= Matthias Wolverley Attwood =

Matthias Wolverley Attwood (1808 – 17 September 1865) was a British businessman and Conservative Party politician.

He was the only son of Matthias Attwood (1779–1851), sometime Member of Parliament for Whitehaven, and his wife Susannah née Twells. He was descended from the Attwood family of Wolverley Court, Worcestershire.

He first entered politics at the 1835 general election when he stood unsuccessfully at Greenwich. At the next election in 1837 he was elected to the Commons as one of two members of parliament for Greenwich, alongside the Liberal, Edward George Barnard. At the next general election in which took place in June and July 1841 he chose not to stand at Greenwich again, instead contesting in turn the City of London and Kinsale without success. He subsequently contested a by-election at Sunderland in September 1841. The election was marked by riots, and Attwood was defeated by his Liberal opponent, Viscount Howick.

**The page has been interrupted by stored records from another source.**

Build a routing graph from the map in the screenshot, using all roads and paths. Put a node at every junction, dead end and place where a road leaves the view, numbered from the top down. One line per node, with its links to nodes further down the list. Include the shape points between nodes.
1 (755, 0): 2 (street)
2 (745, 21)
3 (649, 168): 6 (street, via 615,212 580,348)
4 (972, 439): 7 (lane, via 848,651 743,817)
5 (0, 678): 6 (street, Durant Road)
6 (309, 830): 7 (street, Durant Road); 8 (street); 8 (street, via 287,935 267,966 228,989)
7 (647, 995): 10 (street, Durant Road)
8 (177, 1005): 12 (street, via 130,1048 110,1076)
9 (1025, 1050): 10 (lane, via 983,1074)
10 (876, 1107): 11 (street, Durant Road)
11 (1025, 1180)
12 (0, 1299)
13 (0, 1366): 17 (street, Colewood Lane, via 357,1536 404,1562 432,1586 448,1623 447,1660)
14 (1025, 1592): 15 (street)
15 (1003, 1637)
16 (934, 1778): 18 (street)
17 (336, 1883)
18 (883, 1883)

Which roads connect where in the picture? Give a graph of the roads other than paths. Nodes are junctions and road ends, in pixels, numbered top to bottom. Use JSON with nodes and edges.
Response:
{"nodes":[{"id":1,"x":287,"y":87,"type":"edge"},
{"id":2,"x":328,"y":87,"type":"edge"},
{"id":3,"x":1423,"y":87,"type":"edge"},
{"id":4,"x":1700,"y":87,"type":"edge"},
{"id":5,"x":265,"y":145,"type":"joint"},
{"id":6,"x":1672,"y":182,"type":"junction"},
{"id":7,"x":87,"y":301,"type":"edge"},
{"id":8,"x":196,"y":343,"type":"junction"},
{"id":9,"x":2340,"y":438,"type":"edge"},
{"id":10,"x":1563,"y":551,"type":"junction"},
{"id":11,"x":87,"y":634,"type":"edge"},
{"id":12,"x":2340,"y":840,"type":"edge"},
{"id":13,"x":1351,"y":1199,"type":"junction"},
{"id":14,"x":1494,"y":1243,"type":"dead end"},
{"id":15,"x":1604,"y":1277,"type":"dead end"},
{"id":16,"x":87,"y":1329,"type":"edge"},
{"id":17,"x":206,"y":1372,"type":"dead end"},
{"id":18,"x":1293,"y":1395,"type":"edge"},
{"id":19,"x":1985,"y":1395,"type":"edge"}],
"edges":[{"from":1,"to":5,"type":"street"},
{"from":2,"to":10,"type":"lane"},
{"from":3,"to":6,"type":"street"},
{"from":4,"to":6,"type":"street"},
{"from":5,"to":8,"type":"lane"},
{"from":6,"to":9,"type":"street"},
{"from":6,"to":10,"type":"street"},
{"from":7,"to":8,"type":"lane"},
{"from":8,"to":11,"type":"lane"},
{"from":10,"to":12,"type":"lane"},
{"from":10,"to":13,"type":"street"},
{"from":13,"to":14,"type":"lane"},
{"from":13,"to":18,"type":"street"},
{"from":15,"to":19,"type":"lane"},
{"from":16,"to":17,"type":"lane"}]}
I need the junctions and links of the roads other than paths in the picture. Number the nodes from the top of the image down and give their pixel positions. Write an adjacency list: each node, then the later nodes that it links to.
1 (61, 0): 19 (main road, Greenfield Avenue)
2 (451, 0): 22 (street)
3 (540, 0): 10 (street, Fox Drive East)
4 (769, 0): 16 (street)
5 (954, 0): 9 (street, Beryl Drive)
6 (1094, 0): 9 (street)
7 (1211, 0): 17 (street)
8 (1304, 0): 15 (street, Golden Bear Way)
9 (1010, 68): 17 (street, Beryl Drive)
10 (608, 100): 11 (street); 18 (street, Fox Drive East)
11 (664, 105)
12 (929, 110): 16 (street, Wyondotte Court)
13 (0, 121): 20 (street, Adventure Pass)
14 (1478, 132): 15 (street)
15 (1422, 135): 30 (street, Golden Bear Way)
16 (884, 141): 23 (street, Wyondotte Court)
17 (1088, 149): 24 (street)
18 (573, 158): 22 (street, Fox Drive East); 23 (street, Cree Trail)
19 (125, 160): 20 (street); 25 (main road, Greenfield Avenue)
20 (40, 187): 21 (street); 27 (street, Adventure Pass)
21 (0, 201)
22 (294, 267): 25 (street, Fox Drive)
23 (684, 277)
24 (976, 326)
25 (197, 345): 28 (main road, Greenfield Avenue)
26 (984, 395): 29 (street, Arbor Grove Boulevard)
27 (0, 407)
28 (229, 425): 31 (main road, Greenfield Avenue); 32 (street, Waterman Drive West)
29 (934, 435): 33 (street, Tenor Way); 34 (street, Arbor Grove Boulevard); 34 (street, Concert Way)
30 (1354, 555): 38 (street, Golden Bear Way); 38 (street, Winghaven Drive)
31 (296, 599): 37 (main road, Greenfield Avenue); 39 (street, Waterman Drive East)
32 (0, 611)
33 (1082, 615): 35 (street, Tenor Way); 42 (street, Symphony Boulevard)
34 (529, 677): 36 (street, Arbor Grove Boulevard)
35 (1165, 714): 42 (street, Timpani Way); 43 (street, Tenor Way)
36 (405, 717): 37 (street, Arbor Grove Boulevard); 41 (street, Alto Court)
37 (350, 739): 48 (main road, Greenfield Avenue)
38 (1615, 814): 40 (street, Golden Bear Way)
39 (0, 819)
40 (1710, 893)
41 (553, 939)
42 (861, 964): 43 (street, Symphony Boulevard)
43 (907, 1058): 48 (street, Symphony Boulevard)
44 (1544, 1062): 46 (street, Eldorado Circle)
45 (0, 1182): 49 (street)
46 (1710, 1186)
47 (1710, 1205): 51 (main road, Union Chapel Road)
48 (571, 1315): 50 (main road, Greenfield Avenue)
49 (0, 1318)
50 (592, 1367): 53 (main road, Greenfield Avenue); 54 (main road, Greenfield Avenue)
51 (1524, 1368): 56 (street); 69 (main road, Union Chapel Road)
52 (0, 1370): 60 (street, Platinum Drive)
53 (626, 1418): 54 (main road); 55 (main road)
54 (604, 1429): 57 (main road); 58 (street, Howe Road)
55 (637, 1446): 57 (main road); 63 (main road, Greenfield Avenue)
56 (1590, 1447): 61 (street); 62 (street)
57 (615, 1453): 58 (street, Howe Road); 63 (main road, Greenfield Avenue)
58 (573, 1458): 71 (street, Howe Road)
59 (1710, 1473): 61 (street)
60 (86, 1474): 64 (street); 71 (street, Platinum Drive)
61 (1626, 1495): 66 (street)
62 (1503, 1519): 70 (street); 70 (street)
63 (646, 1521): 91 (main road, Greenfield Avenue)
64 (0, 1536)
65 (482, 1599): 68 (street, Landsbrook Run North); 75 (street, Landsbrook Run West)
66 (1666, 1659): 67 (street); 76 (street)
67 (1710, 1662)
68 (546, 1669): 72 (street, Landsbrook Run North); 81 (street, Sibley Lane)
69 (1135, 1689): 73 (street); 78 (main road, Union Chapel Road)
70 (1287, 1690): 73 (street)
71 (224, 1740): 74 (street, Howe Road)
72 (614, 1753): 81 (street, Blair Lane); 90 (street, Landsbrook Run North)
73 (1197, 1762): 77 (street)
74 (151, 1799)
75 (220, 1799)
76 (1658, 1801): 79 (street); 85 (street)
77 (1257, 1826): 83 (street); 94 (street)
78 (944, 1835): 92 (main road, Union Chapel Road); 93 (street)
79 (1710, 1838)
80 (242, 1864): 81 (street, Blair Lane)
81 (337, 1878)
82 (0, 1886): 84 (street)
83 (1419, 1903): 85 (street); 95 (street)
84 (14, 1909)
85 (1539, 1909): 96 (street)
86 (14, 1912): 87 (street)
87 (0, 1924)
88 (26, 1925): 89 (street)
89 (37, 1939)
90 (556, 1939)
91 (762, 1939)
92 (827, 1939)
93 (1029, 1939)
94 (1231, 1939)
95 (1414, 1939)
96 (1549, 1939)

In 1851 he inherited his father's residences at Gracechurch Street in the City of London and Dulwich Hill House. He also inherited his business interests and shares, becoming a partner in the banking firm of Spooner, Attwoods and Company and chairman of the General Steam Navigation Company. In 1863 the bank was sold to Barclay, Bevan, Tritton and Company. In the following year he was asked by the City of London Conservative Registration Association to stand as a candidate in the forthcoming election, but he declined due to ill health.

He died, unmarried, at his Dulwich home, aged 57.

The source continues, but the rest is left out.